«Кто мог испугаться и расстроиться, уже испугались и расстроились». Речи Евгении Беркович и Светланы Петрийчук в Мосгорсуде
Елизавета Нестерова
«Кто мог испугаться и расстроиться, уже испугались и расстроились». Речи Евгении Беркович и Светланы Петрийчук в Мосгорсуде
25 октября 2023, 17:04

Светлана Петрийчук и Евгения Беркович.

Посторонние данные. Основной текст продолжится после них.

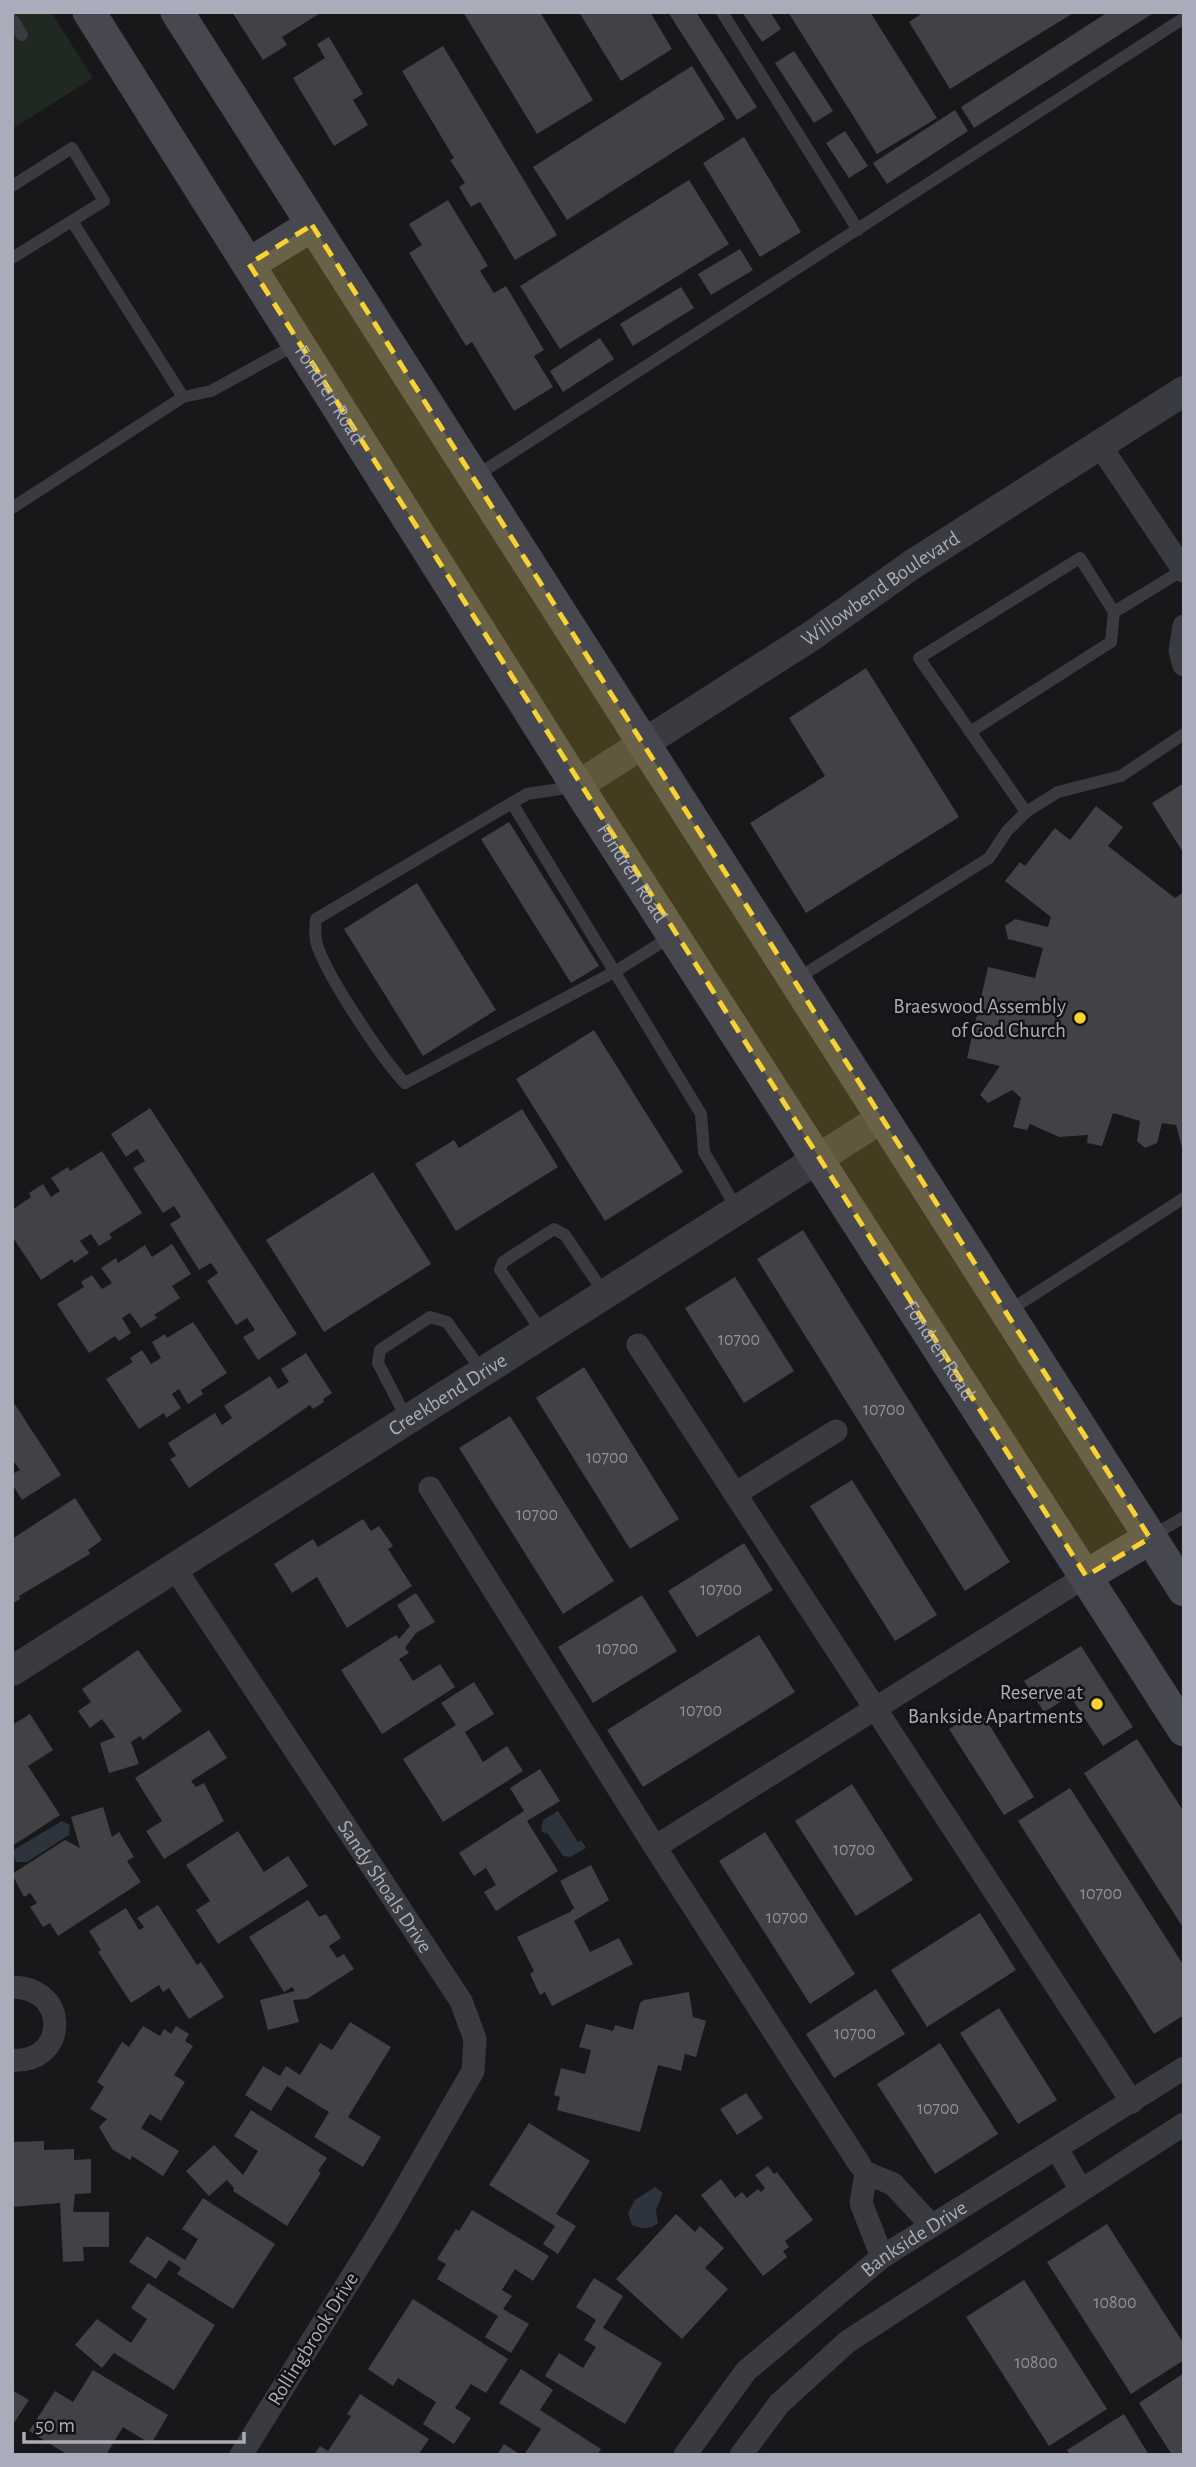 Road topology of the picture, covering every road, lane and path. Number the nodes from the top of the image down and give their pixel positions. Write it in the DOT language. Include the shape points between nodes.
graph roads {
  1 [pos="89,12"];
  2 [pos="177,12"];
  3 [pos="722,12"];
  4 [pos="1184,18"];
  5 [pos="12,19"];
  6 [pos="22,35"];
  7 [pos="12,186"];
  8 [pos="72,221"];
  9 [pos="312,225"];
  10 [pos="858,230"];
  11 [pos="12,258"];
  12 [pos="249,264"];
  13 [pos="299,343"];
  14 [pos="1184,391"];
  15 [pos="183,397"];
  16 [pos="1099,444"];
  17 [pos="473,478"];
  18 [pos="12,508"];
  19 [pos="1183,570"];
  20 [pos="1114,612"];
  21 [pos="1184,626"];
  22 [pos="1184,665"];
  23 [pos="970,732"];
  24 [pos="1184,734"];
  25 [pos="642,745"];
  26 [pos="577,786"];
  27 [pos="512,803"];
  28 [pos="1026,812"];
  29 [pos="674,935"];
  30 [pos="616,971"];
  31 [pos="795,981"];
  32 [pos="882,1118"];
  33 [pos="818,1157"];
  34 [pos="1184,1198"];
  35 [pos="737,1209"];
  36 [pos="604,1293"];
  37 [pos="1007,1313"];
  38 [pos="542,1332"];
  39 [pos="638,1345"];
  40 [pos="482,1371"];
  41 [pos="407,1419"];
  42 [pos="836,1432"];
  43 [pos="430,1488"];
  44 [pos="735,1494"];
  45 [pos="1184,1517"];
  46 [pos="1150,1538"];
  47 [pos="174,1567"];
  48 [pos="1086,1576"];
  49 [pos="1184,1590"];
  50 [pos="12,1671"];
  51 [pos="874,1709"];
  52 [pos="1184,1730"];
  53 [pos="655,1847"];
  54 [pos="12,1987"];
  55 [pos="12,2060"];
  56 [pos="1184,2068"];
  57 [pos="1132,2102"];
  58 [pos="1184,2124"];
  59 [pos="1057,2149"];
  60 [pos="863,2169"];
  61 [pos="1081,2190"];
  62 [pos="386,2222"];
  63 [pos="932,2226"];
  64 [pos="882,2257"];
  65 [pos="241,2455"];
  66 [pos="685,2455"];
  67 [pos="741,2455"];
  1 -- 12 [label="main road, Fondren Road"];
  2 -- 9 [label="main road"];
  3 -- 10 [label="lane"];
  4 -- 10 [label="lane"];
  5 -- 6 [label="lane"];
  7 -- 8 [label="lane" via="72,148 104,201"];
  8 -- 11 [label="lane"];
  8 -- 15 [label="lane"];
  9 -- 12 [label="main road"];
  9 -- 17 [label="main road"];
  10 -- 17 [label="lane"];
  12 -- 13 [label="main road, Fondren Road"];
  13 -- 15 [label="lane" via="211,391"];
  13 -- 26 [label="main road, Fondren Road"];
  14 -- 16 [label="street, Willowbend Boulevard"];
  15 -- 18 [label="lane"];
  16 -- 19 [label="street"];
  16 -- 25 [label="street, Willowbend Boulevard"];
  17 -- 25 [label="main road"];
  19 -- 20 [label="lane"];
  20 -- 23 [label="lane" via="1111,642"];
  20 -- 23 [label="lane" via="1080,558 919,658"];
  21 -- 22 [label="street" via="1180,650"];
  23 -- 28 [label="lane"];
  24 -- 28 [label="lane" via="1121,776 1058,792"];
  25 -- 26 [label="street, Willowbend Boulevard"];
  25 -- 31 [label="main road"];
  26 -- 27 [label="lane" via="527,794"];
  26 -- 29 [label="main road, Fondren Road"];
  27 -- 30 [label="lane"];
  27 -- 30 [label="lane" via="316,919 317,942 325,963 405,1083"];
  28 -- 31 [label="lane" via="989,858"];
  29 -- 30 [label="lane"];
  29 -- 33 [label="main road, Fondren Road"];
  30 -- 35 [label="lane" via="701,1114 704,1152"];
  31 -- 32 [label="main road"];
  32 -- 33 [label="street, Creekbend Drive"];
  32 -- 37 [label="main road"];
  33 -- 35 [label="street, Creekbend Drive"];
  33 -- 48 [label="main road, Fondren Road"];
  34 -- 37 [label="lane"];
  35 -- 36 [label="street, Creekbend Drive"];
  36 -- 38 [label="street, Creekbend Drive"];
  36 -- 38 [label="lane" via="565,1234 554,1229 503,1262 500,1270"];
  37 -- 46 [label="main road"];
  38 -- 40 [label="street, Creekbend Drive"];
  39 -- 44 [label="street"];
  40 -- 41 [label="street, Creekbend Drive"];
  40 -- 41 [label="lane" via="447,1322 430,1317 380,1350 378,1363"];
  41 -- 47 [label="street, Creekbend Drive"];
  42 -- 44 [label="street"];
  43 -- 53 [label="street"];
  44 -- 51 [label="street"];
  45 -- 46 [label="lane"];
  46 -- 48 [label="main road"];
  46 -- 49 [label="main road"];
  47 -- 50 [label="street, Creekbend Drive"];
  47 -- 62 [label="street, Sandy Shoals Drive" via="461,2001 475,2039 473,2071"];
  48 -- 51 [label="street"];
  48 -- 52 [label="main road, Fondren Road"];
  51 -- 53 [label="street"];
  51 -- 57 [label="street"];
  53 -- 60 [label="street"];
  54 -- 55 [label="street" via="37,1992 53,2011 55,2023 53,2036 37,2055"];
  56 -- 57 [label="street, Bankside Drive"];
  57 -- 59 [label="street, Bankside Drive"];
  58 -- 61 [label="street"];
  59 -- 61 [label="street"];
  59 -- 63 [label="street, Bankside Drive"];
  60 -- 63 [label="street" via="893,2184"];
  60 -- 64 [label="street" via="861,2203"];
  61 -- 67 [label="street" via="847,2342 779,2404"];
  62 -- 65 [label="street, Rollingbrook Drive"];
  63 -- 64 [label="street, Bankside Drive"];
  64 -- 66 [label="street, Bankside Drive" via="746,2371"];
}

Фото: Медиазона

Московский городской суд утвердил решение оставить фигуранток «театрального дела» Евгению Беркович и Светлану Петрийчук в СИЗО. Обе уже полгода находятся под арестом по делу о призывах к терроризму из-за спектакля «Финист Ясный Сокол» — о женщинах из России, которые решили выйти замуж за исламистов и уехать в Сирию.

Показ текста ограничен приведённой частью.